Blair Harding

Personal information
- Full name: Blair Edward Harding
- Born: 12 October 1970 Auckland, New Zealand
- Died: 11 January 2004 (aged 33) Christchurch, New Zealand

Playing information
- Position: Centre, Stand-off
Club
| Years | Team | Pld | T | G | FG | P |
| 19?? | Hornby |  |  |  |  |  |
| 19??–98 | Papanui Tigers |  |  |  |  |  |
| 1994 | Canterbury Country |  |  |  |  |  |
| 1995 | Christchurch City | 9 | 4 | 0 | 0 | 16 |
| 1996 | Canterbury Country | 19 | 9 | 2 | 0 | 40 |
|  | Total | 28 | 13 | 2 | 0 | 56 |
Representative
| Years | Team | Pld | T | G | FG | P |
| 1993–97 | Canterbury |  |  |  |  |  |
| 199? | New Zealand Māori |  |  |  |  |  |
| 1993 | New Zealand |  |  |  |  |  |
- Source:

= Blair Harding =

New Zealand international rugby league footballer

Blair Edward Harding was a New Zealand rugby league player who represented New Zealand in 1993.

==Playing career==
Harding played for Papanui in the Canterbury Rugby League competition.
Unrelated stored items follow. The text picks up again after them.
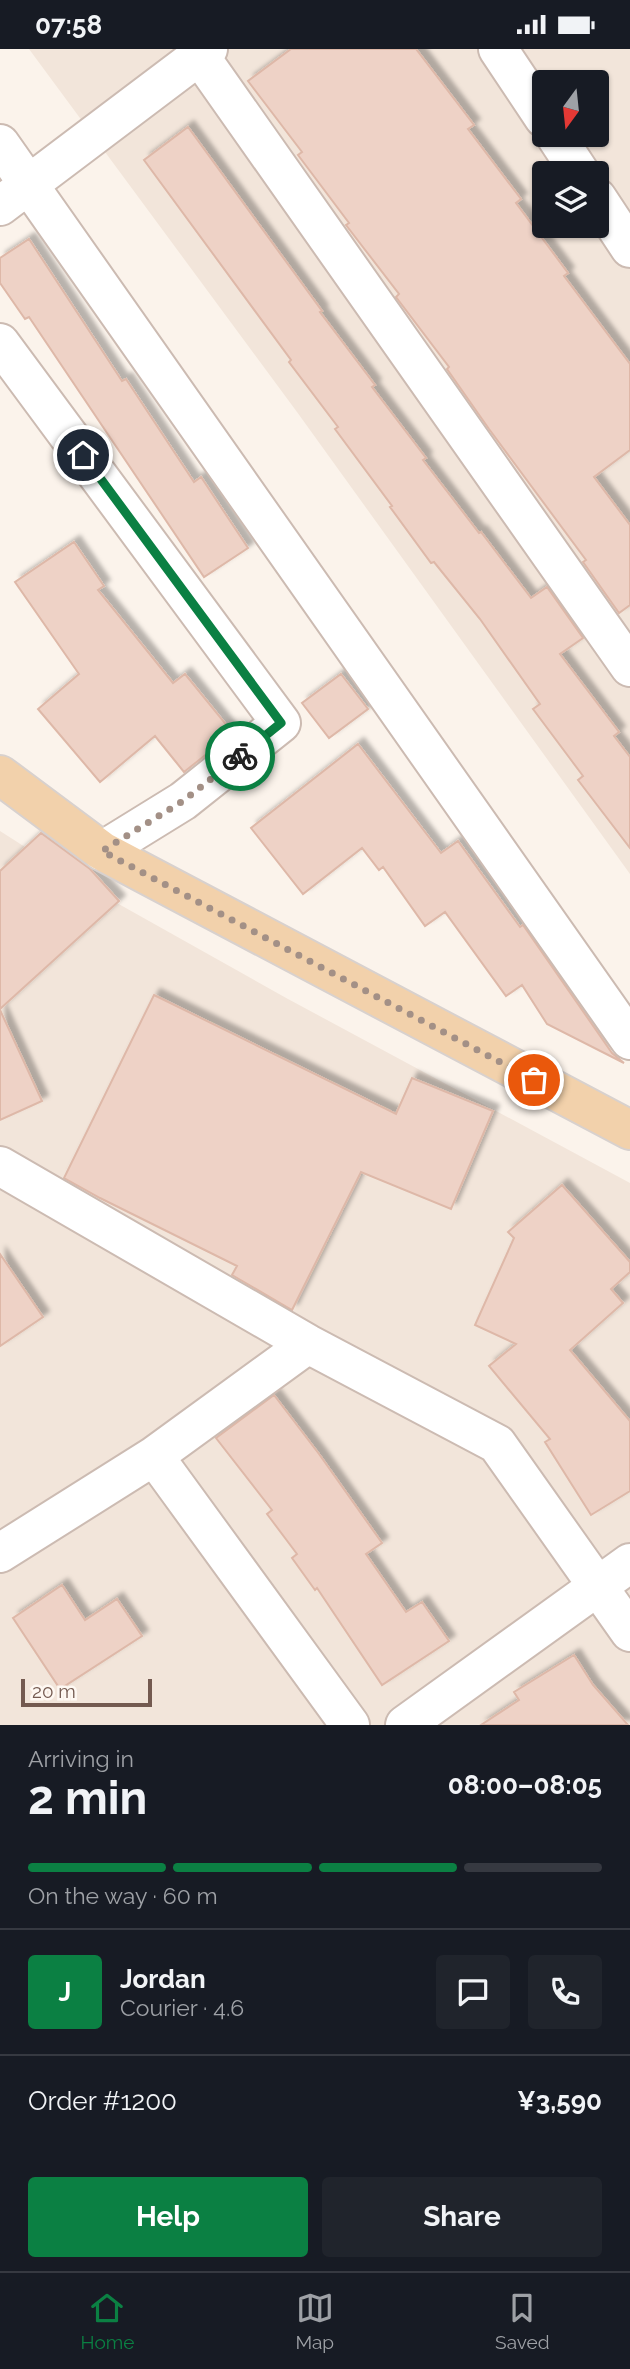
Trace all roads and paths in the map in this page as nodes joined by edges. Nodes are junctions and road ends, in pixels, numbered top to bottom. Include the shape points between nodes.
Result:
1 (498, 49) edge
2 (204, 52) edge
3 (532, 100) edge
4 (0, 144) edge
5 (14, 196) edge
6 (609, 216) edge
7 (630, 248) edge
8 (0, 343) edge
9 (630, 667) edge
10 (0, 775) edge
11 (102, 851) junction
12 (630, 1040) edge
13 (630, 1130) edge
14 (0, 1166) edge
15 (308, 1344) junction
16 (154, 1455) junction
17 (0, 1553) edge
18 (630, 1563) edge
19 (597, 1585) junction
20 (630, 1632) edge
21 (350, 1725) edge
22 (405, 1725) edge

1 - 3 street
2 - 5 street
2 - 9 street
4 - 5 street
5 - 12 street
6 - 7 street
8 - 11 street via 281,723 183,801
10 - 11 main road
11 - 13 main road
14 - 15 street
15 - 16 street
15 - 19 street via 497,1444
16 - 17 street
16 - 21 street
18 - 19 street
19 - 20 street
19 - 22 street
He played for Canterbury in 1993, being part of the side that defeated Auckland to win the National Provincial Competition. Harding was then selected by Howie Tamati to be part of the New Zealand national rugby league team squad that toured Great Britain and France that year.

In 1994 Papanui won the Canterbury Rugby League's Pat Smith Challenge Trophy. Harding also played for the Canterbury Country Cardinals in the new Lion Red Cup competition.
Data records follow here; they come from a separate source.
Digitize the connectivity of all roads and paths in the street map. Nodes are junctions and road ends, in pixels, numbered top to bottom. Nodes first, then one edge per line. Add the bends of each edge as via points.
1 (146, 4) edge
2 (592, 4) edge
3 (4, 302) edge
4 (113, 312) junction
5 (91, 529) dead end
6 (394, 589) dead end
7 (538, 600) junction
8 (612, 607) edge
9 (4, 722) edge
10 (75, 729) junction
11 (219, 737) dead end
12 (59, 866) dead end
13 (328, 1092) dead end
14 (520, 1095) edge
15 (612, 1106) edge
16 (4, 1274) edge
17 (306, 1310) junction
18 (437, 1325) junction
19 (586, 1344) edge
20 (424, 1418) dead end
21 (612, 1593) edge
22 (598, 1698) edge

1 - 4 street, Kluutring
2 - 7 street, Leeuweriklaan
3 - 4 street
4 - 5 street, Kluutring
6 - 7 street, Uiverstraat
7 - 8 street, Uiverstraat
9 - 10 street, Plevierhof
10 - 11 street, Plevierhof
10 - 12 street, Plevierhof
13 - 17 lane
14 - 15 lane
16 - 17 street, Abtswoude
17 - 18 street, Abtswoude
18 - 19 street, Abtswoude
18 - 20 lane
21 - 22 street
In 1995 Harding moved across town to join the Christchurch City Shiners, Canterbury's other Lion Red Cup team. He also played for the New Zealand Māori side.

Harding continued to represent Canterbury until 1997. He played for the Papanui Tigers during the 1998 season.

==Death==
Harding died on 11 January 2004, in Christchurch aged 33.